J’écris le plus souvent seule derrière mon écran. Seule, dans les faits, au moment précis où je choisis, où je travaille les mots. Dans ma bulle. En pensée, loin de tout ce qui n’est pas le texte à façonner.

Mais je n’écris jamais seule, au fond. J’écris nourrie d’Autres. D’individualités, d’humanités, de regards. J’écris abreuvée d’échanges et de souvenirs, d’images, de mouvements, de corps, de mots, de sons, de vibrations, d’histoires singulières. J’écris cernée de parfums, de saveurs, de couleurs. De forces et de fragilités. C’est tout cela, pour moi, l’essence même de l’écriture. Ce qui en fait la raison d’être.
 
J’écris pour construire ou déconstruire des rencontres imaginaires. Et ces rencontres imaginaires sont comme des échos aux rencontres réelles. Comme des reflets du monde qui m’entoure. Que je ne raconte pas. Pas comme il est, en tout cas, pas factuellement. Je le tords, toujours, pour le regarder autrement, lui faire face, pour le questionner, pour tenter de le comprendre ou de l’aimer, parfois (et j’ai du mal, souvent), voire pour fantasmer de le changer.

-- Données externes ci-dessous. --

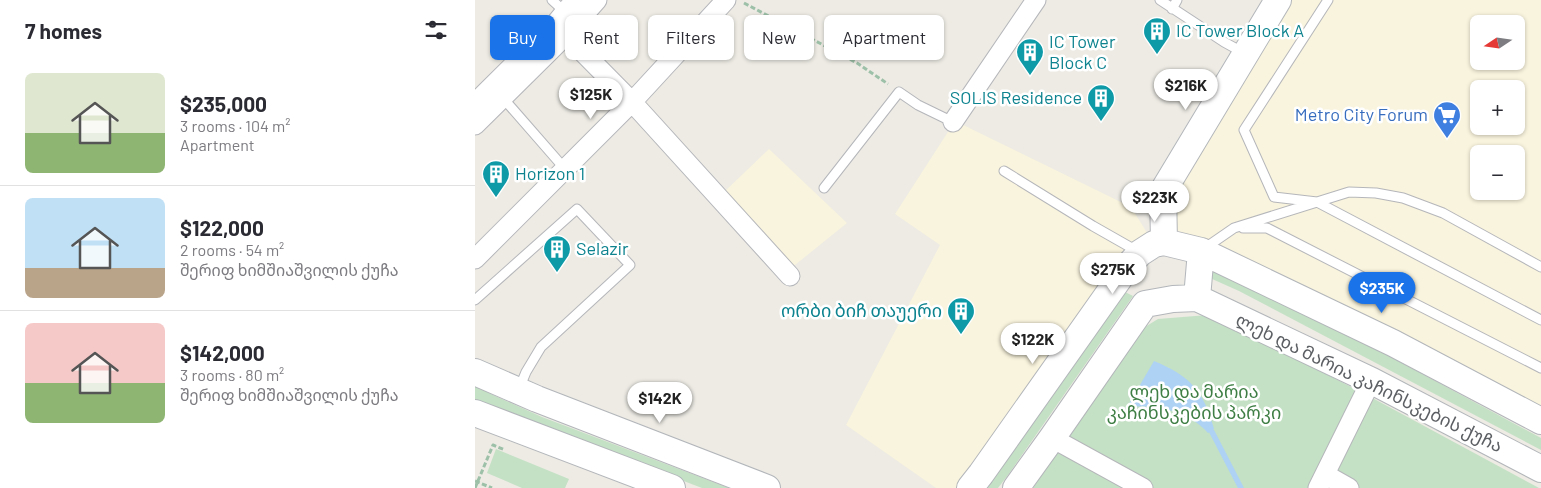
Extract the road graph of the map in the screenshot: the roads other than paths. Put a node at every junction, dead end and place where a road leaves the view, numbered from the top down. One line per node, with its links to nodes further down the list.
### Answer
1 (597, 0): 9 (street)
2 (726, 0): 12 (street)
3 (1036, 0): 14 (street)
4 (1160, 0): 8 (lane)
5 (1177, 0): 8 (lane)
6 (1278, 0): 10 (main road)
7 (1328, 0): 19 (lane)
8 (1172, 9): 10 (lane)
9 (562, 14): 11 (street); 12 (street); 13 (street)
10 (1245, 53): 21 (main road)
11 (503, 98): 15 (street); 16 (lane)
12 (632, 102): 16 (street); 26 (street)
13 (475, 103)
14 (953, 122): 18 (lane)
15 (475, 125)
16 (565, 169): 23 (street)
17 (1004, 171): 24 (lane)
18 (824, 188)
19 (1317, 202): 20 (lane); 25 (lane); 30 (lane)
20 (1234, 228): 22 (lane); 31 (lane)
21 (1164, 242): 22 (main road); 24 (main road)
22 (1201, 251): 27 (main road); 36 (main road)
23 (475, 258)
24 (1134, 259): 29 (main road); 42 (main road)
25 (1541, 267)
26 (790, 276)
27 (1197, 298): 29 (main road); 38 (main road, ლეხ და მარია კაჩინსკების ქუჩა)
28 (475, 300): 33 (lane)
29 (1145, 304): 37 (main road)
30 (1541, 320)
31 (1541, 368)
32 (475, 372): 33 (main road)
33 (518, 391): 41 (main road)
34 (1366, 391): 39 (street)
35 (475, 413): 40 (main road)
36 (1541, 421)
37 (1052, 438): 43 (main road); 44 (street)
38 (1541, 469)
39 (1322, 482): 45 (street)
40 (672, 488)
41 (767, 488)
42 (970, 488)
43 (1015, 488)
44 (1143, 488)
45 (1349, 488)

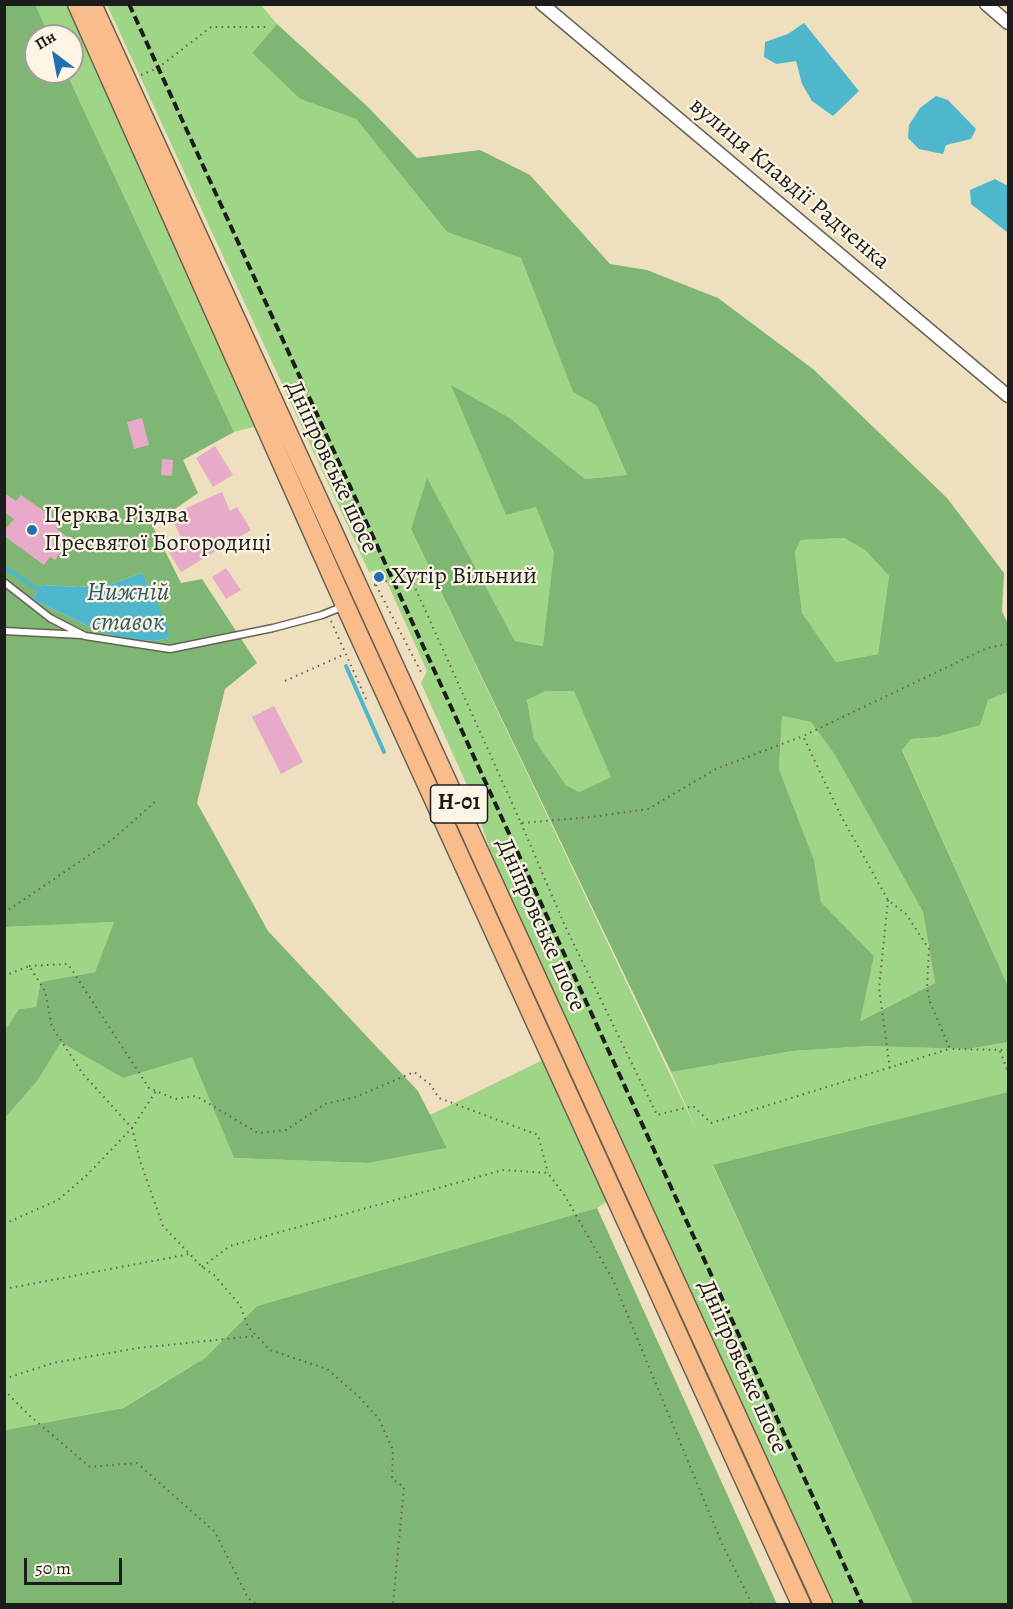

Dans une interview que j’écoutais récemment, j’entendais Delphine de Vigan dire : « j’écris parce que je ne sais rien faire d’autre face à la violence du monde ». Je suis, en tant qu’auteure, exactement de ce même bois.

J’écris donc seule, mais avec des centaines ou des milliers de gens, consciemment ou inconsciemment, autour de moi. En moi. Qui me protègent, autant qu’ils me bousculent. Qui m’émeuvent, me bouleversent, ou m’exaspèrent. J’écris bardée de sentiments contraires.

Et comme un effet balancier, comme un genre de mouvement perpétuel, une fois que j’ai écrit, le texte est parfois, à nouveau, le médiateur d’autres rencontres, d’autres découvertes, d’autres échanges. Ce qui esquisse la possibilité d’un texte suivant. Et ainsi va la vie de l’écriture.

Ce que je sais, après mon passage en maison d’arrêt, après les instants impossibles à raconter qui s’y sont déroulés (car oui, les auteurs peuvent AUSSI manquer de mots, que voulez-vous... !), c’est que le prochain texte que j’écrirai naitra bercé par de nouveaux regards. De nouveaux souvenirs, intenses, particuliers, uniques. Qu’il prendra corps baigné du souvenir des rires et des souffrances évoquées, des échanges parcourant toute la gamme entre « anecdotique » et « profond », des mots offerts à l’oral ou à l’écrit.

Le reste, c’est de l’ordre de l’indicible, de l’intime.

Il y a, derrière les murs de la prison, je le crois, de la laideur et de la beauté. De la dureté et de la tendresse. Du désespoir et de la joie. De la pudeur et du besoin de dire. Entrelacés, mêlés, tressés.

C’est en tout cas avec tout ça que j’en suis repartie. Nettement plus riche qu’avant.


Ce n’est pas ça que j’écrirai. Mais j’écrirai avec ça.